English Learners Introducing Themselves Through Zines

Ashby McNeil is an English as a Second Language (ESL) teacher at Falling Creek Middle School. In the 2018-2019 school year, McNeil implemented a project to help her English learner students express themselves in the classroom by sharing their personal journeys. Together with fellow ESL teacher Zachary Vogt and local artists, she used multimedia to teach vocabulary, speaking skills, narrative structure, and media literacy.

A student draws at a desk

A student works from her thumbnail sketches.

Student Storytelling

Many of McNeil’s students were newcomers. In addition to a new language, they were also learning how to navigate a new school environment and new country. Some students had experienced trauma before, or while, arriving in the United States. McNeil and Vogt wanted to design a unit that would help the students to learn and apply language skills, while teachers and peers would learn about the students themselves. At first, some students had difficulty sharing private or painful aspects of their personal lives in class. Over the course of the project, several students interviewed their parents and learned more about their family history.

Handout of senses

Student handout created by Aijung to teach sensory details

Combining Art and Language

Visual artist Aijung Kim visited the class throughout the unit. Students produced eight-page zines – miniature self-published works that combined text and visuals. The short, narrative format worked well for capturing personal journeys, and students were excited by the variety of book-making materials available. The project incorporated multiple English language arts standards in an engaging, creative way. Students worked through the elements of a story, the parts of a zine, and the writing process. They studied and incorporated sensory details, reviewed the work of their peers, and revised their writing. Finally, they read their zines aloud, practicing verbal communication skills. One student used figurative language in his story without prompting, and his confidence soared after being recognized by McNeil.

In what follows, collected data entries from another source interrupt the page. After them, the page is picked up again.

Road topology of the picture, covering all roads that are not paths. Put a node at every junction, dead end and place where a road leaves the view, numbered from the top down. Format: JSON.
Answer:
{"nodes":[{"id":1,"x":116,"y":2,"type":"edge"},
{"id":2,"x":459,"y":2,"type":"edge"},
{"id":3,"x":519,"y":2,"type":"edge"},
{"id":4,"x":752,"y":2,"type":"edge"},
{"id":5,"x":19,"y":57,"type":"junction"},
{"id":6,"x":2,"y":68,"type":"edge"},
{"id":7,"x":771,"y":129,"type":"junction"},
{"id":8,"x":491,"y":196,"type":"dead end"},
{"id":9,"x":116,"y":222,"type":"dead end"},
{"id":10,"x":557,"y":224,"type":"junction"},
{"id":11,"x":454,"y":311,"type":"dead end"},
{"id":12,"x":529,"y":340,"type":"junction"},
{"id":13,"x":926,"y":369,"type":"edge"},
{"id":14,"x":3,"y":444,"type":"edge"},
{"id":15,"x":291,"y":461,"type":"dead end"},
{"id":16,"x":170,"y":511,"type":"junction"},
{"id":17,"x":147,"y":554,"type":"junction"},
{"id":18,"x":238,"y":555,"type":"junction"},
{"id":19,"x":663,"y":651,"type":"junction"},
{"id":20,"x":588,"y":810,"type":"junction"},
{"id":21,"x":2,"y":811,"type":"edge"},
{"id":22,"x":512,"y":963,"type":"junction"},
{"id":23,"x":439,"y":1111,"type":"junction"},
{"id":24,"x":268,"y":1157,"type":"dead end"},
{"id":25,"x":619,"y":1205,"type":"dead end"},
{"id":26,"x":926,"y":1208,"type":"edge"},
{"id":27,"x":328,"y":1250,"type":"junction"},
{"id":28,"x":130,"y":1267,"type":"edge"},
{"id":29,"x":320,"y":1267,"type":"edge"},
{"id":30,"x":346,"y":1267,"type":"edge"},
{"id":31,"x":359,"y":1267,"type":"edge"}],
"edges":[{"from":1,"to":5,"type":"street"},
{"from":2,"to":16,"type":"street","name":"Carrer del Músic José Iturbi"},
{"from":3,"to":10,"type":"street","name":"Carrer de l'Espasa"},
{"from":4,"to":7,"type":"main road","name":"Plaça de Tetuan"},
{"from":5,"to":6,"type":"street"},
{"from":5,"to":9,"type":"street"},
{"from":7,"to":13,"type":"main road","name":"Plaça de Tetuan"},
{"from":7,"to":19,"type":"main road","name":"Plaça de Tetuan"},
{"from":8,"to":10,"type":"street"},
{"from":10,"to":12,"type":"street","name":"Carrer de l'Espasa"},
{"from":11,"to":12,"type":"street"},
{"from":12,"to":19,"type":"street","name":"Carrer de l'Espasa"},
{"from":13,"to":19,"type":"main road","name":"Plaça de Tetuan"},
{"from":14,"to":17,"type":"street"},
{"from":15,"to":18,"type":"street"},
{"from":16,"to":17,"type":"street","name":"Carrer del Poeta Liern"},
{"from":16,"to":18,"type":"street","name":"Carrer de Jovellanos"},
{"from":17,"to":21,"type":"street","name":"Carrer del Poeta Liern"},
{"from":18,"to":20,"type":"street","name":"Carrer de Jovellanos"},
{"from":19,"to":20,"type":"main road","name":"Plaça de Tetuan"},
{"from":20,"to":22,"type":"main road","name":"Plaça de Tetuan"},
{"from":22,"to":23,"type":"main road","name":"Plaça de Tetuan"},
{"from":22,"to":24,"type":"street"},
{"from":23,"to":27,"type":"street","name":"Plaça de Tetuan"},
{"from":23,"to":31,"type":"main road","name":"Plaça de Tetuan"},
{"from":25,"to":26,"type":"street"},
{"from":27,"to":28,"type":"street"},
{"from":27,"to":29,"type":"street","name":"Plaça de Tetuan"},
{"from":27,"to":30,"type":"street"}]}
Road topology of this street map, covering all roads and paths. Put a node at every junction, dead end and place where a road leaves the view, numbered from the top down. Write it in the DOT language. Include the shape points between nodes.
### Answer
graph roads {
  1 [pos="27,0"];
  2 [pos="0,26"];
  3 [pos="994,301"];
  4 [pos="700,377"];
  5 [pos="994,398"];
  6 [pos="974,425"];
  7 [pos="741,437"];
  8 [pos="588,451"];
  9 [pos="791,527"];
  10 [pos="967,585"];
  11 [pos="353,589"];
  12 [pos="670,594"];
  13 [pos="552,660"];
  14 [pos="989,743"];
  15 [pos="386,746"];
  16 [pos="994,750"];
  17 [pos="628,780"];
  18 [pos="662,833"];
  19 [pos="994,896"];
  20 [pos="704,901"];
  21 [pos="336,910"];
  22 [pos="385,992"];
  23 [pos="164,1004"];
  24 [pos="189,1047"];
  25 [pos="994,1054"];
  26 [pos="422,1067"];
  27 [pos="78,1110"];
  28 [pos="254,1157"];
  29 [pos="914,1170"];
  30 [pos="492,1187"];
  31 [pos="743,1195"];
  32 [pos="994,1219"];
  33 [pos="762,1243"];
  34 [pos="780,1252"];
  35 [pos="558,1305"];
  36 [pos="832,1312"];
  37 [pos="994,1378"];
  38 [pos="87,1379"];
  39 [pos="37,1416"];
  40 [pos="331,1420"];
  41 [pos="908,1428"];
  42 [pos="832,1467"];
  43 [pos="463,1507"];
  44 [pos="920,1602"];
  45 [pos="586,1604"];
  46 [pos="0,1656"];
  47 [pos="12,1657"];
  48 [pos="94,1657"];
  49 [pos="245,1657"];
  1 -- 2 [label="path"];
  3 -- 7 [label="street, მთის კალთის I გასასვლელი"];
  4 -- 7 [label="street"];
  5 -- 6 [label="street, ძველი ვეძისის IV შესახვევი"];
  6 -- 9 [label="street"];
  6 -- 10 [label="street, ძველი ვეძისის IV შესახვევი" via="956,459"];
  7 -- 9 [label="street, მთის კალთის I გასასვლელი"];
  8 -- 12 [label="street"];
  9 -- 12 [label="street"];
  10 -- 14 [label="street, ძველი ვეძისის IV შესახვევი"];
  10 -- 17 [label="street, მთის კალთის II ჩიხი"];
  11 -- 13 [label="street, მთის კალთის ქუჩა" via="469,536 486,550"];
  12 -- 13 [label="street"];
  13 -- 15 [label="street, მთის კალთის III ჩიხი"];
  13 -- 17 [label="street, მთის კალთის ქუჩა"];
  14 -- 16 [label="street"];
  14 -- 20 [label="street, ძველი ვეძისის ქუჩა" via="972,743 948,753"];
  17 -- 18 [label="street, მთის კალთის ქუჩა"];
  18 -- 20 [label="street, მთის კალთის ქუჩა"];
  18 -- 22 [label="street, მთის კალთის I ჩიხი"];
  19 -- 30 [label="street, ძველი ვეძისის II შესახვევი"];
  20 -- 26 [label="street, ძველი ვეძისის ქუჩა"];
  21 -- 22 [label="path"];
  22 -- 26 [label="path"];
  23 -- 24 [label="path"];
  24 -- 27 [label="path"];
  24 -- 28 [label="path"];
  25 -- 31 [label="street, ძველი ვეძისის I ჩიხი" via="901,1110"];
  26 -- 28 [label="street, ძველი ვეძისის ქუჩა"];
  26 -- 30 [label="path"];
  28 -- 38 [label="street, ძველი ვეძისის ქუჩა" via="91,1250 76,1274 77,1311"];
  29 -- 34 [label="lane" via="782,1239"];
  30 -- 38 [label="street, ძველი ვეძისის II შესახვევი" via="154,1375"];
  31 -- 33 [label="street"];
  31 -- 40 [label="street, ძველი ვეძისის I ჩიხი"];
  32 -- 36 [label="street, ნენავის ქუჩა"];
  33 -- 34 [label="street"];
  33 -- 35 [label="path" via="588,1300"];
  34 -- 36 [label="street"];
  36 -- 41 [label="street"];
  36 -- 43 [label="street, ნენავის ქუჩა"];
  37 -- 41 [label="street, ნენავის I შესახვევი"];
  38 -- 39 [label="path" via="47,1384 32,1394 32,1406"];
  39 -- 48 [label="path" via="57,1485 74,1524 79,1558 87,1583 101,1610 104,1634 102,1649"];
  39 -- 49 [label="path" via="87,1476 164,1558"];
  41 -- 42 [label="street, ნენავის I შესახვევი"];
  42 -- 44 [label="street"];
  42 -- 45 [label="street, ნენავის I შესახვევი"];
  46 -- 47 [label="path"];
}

Students used a variety of materials on their zines

The Communal Power of Art

Each final product was as unique as the student that created it. The choices that each student made  reflected both their grasp of the Language Arts concepts and their authentic voice and experiences. Finally, the zines were showcased for the Falling Creek community. This helped the whole faculty to learn more about, and relate better to, their students. It also encouraged students to feel like a part of the larger community.

McNeil was committed to improving the lives of Chesterfield County Public Schools students, as well as their acquisition of English, through art. For example, by illustrating a descriptive word, they deepened their understanding of new vocabulary. In the process, Kim honed her own teaching skills while working with a new audience across multiple visits. The artist was touched by many students’ stories and was reminded of something her own father would tell her: “It’s hard to learn a language without emotional content.”

This collaborative project not only helped students learn how to create and refine art skills, but it also allowed them tell their stories through self-expression. By supporting students’ acquisition of the English language through art-making, Ashby McNeil leveraged the power of arts integration in her classroom in a truly memorable way.

Aijung Kim teaching a zine workshop to teachers at the Joan Oates Institute


Partners in the Arts (PIA) awarded Engaging Creative Thinkers (ECT) grants to teachers from 1994 to 2021. These grants made possible over 200 innovative, interdisciplinary projects in Richmond area schools. Since then, the PIA consortium has supported both educator professional development and in-school project implementation through the Joan Oates Institute for Integrated Learning.

The ECT Awards provided opportunities for teachers to reach all students across content areas, while developing critical thinking, creativity, collaboration, communication, and citizenship. ECT projects engaged a class, grade-level or whole school and connected teachers, students, families, and the community.

Alison Travis is the Program Coordinator for Partners in the Arts at the University of Richmond. She has spent ten years working in and with public schools to support integrated, innovative teaching and improve outcomes for all students.